Le 4 avril 1949, les États-Unis, le Canada, la Belgique, le Danemark, la France, les Pays-Bas, l’Islande, l’Italie, le Luxembourg, la Norvège, le Portugal et le Royaume-Uni signent le Traité de l’Atlantique Nord suite à des discussions qui se poursuivaient depuis près d’un an.

Présentée comme une alliance du "Monde libre", il est intéressant de noter la présence de la dictature fasciste traditionaliste portugaise de Salazar parmi les fondateurs.

Quel est le but de l’OTAN d’après sa Charte signée ce 4 avril 1949 ?

* Eviter des affrontements militaires entre pays capitalistes pour " favoriser dans la région de l’Atlantique Nord le bien-être et la stabilité". Il s’agit en fait de mettre en place l’hégémonie américaine sur l’Europe, de disposer d’un traité international justifiant si nécessaire une intervention militaire dans un pays européen qui choisirait une politique différente.

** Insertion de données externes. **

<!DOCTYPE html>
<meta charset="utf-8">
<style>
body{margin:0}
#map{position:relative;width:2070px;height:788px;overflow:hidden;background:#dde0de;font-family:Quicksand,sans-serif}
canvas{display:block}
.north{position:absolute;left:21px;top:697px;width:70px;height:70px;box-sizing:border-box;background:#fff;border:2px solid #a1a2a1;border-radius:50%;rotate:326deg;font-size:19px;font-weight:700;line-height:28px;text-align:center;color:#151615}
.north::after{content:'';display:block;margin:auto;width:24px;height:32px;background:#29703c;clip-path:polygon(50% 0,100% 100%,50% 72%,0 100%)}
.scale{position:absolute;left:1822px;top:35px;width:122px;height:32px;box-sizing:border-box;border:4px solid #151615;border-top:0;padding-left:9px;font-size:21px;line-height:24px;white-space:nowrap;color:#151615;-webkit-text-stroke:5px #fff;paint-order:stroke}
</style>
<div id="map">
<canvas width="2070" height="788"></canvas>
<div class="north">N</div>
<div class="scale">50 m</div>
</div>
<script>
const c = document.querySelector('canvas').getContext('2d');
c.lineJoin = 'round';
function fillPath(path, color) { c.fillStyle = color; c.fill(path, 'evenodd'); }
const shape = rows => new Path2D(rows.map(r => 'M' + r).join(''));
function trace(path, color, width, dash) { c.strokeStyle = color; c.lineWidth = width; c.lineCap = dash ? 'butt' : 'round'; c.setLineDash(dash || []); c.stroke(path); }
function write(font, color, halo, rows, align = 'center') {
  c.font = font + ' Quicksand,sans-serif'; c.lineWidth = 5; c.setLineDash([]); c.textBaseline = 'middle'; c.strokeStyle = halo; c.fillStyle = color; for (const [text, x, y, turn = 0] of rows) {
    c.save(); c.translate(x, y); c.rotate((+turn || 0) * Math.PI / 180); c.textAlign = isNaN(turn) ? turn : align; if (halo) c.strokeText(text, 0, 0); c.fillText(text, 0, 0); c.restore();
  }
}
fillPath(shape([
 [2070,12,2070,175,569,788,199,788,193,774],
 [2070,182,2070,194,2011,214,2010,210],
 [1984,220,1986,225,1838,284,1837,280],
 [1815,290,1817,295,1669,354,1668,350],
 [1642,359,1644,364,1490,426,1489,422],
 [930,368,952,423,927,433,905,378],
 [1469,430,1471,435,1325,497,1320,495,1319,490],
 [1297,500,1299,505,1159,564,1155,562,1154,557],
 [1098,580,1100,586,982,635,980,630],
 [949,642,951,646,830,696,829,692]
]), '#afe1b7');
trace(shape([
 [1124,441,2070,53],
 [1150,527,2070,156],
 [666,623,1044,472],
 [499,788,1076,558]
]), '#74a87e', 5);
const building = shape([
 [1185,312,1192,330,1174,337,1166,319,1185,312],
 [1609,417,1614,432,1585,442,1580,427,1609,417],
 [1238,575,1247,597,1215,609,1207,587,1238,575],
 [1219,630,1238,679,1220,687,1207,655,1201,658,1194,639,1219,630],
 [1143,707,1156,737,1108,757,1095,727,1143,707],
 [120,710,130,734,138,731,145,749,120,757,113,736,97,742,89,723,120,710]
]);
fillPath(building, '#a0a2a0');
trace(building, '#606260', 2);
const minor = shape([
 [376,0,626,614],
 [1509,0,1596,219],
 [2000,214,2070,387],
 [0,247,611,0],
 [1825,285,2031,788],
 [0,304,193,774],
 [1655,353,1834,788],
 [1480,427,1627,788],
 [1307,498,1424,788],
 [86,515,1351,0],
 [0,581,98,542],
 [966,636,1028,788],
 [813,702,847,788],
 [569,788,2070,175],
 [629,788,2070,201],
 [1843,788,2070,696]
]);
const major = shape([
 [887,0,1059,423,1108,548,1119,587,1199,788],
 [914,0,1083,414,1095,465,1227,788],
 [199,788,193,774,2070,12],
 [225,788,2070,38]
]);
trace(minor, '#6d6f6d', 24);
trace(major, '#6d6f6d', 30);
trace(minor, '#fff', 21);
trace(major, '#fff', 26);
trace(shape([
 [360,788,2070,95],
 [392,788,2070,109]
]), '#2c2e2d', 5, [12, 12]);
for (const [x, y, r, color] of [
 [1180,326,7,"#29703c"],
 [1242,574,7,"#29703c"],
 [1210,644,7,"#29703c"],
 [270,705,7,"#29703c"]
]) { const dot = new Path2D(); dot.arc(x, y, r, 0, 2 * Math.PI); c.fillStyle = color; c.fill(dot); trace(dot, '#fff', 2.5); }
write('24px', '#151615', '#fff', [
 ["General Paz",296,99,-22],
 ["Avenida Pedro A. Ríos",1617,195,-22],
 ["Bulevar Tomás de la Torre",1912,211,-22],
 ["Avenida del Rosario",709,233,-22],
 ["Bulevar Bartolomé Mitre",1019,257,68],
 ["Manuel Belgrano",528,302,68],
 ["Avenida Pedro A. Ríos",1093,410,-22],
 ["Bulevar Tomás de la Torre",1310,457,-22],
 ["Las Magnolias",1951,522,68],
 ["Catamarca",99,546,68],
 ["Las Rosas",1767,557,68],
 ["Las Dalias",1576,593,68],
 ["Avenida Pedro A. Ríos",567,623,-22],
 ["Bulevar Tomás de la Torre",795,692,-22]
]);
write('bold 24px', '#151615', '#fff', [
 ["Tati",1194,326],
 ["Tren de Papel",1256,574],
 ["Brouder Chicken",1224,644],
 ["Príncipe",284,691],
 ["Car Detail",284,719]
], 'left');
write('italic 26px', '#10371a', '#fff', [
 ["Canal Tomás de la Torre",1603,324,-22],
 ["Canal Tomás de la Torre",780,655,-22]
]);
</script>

* Assurer la domination militaire du capitalisme des pays de l’Atlantique Nord sur le reste du monde "Déterminés à sauvegarder la liberté de leurs peuples, leur héritage commun et leur civilisation..."

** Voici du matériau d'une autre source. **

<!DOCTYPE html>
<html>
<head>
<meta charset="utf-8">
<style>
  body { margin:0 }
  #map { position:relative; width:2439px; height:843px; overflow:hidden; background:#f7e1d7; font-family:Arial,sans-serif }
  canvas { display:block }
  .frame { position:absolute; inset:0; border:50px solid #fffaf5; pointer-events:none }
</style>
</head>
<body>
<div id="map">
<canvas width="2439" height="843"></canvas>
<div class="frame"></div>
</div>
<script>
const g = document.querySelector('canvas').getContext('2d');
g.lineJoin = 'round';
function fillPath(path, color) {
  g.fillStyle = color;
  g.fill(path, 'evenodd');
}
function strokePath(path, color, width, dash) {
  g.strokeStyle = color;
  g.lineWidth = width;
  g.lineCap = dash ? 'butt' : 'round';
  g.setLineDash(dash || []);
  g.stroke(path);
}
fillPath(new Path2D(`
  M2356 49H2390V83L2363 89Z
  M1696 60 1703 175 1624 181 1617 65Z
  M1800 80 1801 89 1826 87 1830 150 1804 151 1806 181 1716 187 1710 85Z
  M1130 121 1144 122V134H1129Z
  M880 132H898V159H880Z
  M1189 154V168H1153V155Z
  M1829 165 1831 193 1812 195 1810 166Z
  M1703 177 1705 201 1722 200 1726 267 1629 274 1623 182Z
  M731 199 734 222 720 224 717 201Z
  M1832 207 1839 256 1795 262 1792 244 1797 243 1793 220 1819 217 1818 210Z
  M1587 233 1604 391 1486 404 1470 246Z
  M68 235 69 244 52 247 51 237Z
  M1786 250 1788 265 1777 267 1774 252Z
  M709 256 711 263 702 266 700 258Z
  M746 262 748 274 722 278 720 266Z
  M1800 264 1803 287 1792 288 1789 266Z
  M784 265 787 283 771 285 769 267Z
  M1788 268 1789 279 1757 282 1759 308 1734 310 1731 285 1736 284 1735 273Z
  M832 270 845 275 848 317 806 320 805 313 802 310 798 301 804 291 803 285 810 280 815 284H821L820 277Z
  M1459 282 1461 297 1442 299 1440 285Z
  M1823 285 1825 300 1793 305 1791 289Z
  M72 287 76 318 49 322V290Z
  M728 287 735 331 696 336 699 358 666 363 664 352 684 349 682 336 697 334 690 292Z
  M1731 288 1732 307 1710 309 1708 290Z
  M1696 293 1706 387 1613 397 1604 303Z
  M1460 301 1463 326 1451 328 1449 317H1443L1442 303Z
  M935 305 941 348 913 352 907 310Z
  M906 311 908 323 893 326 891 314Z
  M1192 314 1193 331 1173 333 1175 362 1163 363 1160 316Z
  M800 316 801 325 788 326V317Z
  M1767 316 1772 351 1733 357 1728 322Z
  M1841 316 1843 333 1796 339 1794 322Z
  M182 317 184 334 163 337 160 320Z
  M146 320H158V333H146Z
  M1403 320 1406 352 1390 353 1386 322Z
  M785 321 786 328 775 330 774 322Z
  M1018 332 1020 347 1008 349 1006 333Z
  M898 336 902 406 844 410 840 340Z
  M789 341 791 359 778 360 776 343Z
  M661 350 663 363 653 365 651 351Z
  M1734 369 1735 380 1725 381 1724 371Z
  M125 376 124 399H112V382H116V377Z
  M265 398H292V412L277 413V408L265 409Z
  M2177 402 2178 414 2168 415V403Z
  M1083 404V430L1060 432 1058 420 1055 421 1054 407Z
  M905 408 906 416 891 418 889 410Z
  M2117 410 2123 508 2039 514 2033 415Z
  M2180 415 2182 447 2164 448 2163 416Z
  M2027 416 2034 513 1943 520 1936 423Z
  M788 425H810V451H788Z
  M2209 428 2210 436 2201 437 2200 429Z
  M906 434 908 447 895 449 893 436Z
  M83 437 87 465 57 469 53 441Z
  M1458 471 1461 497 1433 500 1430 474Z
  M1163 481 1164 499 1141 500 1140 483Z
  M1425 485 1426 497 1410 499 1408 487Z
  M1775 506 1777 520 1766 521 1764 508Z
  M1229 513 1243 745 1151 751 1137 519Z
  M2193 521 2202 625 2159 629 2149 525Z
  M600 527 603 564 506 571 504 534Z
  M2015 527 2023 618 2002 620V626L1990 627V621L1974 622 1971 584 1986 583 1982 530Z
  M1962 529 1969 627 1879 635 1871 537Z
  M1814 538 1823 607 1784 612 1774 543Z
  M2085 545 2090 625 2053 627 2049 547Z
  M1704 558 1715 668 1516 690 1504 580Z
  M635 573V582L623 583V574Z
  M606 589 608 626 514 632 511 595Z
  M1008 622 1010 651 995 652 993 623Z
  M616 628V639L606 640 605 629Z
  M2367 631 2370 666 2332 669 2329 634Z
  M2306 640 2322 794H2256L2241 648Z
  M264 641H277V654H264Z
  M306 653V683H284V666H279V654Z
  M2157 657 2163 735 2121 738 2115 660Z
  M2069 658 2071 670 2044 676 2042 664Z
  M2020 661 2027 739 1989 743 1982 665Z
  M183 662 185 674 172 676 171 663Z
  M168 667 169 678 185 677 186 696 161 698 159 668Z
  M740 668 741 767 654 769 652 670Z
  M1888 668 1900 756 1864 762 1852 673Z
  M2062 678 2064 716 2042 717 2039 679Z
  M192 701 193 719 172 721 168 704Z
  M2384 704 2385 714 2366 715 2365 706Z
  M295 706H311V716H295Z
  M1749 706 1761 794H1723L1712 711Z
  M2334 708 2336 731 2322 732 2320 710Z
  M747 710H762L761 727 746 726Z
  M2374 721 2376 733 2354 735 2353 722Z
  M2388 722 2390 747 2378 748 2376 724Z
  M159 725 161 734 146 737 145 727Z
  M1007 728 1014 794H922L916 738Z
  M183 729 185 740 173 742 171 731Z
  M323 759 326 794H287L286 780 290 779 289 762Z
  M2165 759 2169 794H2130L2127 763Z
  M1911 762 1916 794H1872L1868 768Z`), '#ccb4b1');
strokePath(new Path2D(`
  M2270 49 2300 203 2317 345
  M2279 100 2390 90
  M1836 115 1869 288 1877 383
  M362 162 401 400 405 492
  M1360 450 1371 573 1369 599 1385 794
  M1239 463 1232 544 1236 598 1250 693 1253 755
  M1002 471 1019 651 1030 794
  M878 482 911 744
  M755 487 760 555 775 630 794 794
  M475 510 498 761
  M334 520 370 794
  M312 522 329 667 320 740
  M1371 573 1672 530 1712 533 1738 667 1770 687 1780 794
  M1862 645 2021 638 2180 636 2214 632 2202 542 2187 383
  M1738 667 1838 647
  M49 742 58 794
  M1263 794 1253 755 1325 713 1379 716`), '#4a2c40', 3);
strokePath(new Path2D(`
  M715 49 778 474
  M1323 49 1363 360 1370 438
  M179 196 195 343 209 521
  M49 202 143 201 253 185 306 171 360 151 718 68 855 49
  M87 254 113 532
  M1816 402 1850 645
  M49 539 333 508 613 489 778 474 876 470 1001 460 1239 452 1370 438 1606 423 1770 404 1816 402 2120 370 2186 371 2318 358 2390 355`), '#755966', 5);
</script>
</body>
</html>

L’article 5 constitue le coeur de cette charte de l’OTAN. Il précise : « Les parties conviennent qu’une attaque armée contre l’une ou plusieurs d’entre elles survenant en Europe ou en Amérique du Nord sera considérée comme une attaque dirigée contre toutes les parties, et en conséquence elles conviennent que, si une telle attaque se produit, chacune d’elles (...) assistera la partie ou les parties ainsi attaquées (...) y compris [par] l’emploi de la force armée, pour rétablir et assurer la sécurité dans la région de l’Atlantique Nord ».

Le texte du Traité laisse parfois apparaître le but réel de l’OTAN :

* comme instrument politique de domination américaine, ainsi en stipulant que tout nouvel Etat voulant adhérer à l’OTAN doit contacter le gouvernement des USA : " Tout Etat ainsi invité peut devenir partie au Traité en déposant son instrument d’accession auprès du gouvernement des Etats-Unis d’Amérique" (article 10). Même le texte du Traité est déposé dans les archives de Washington "Ce Traité, dont les textes français et anglais font également foi, sera déposé dans les archives du gouvernement des Etats-Unis d’Amérique" (article 14).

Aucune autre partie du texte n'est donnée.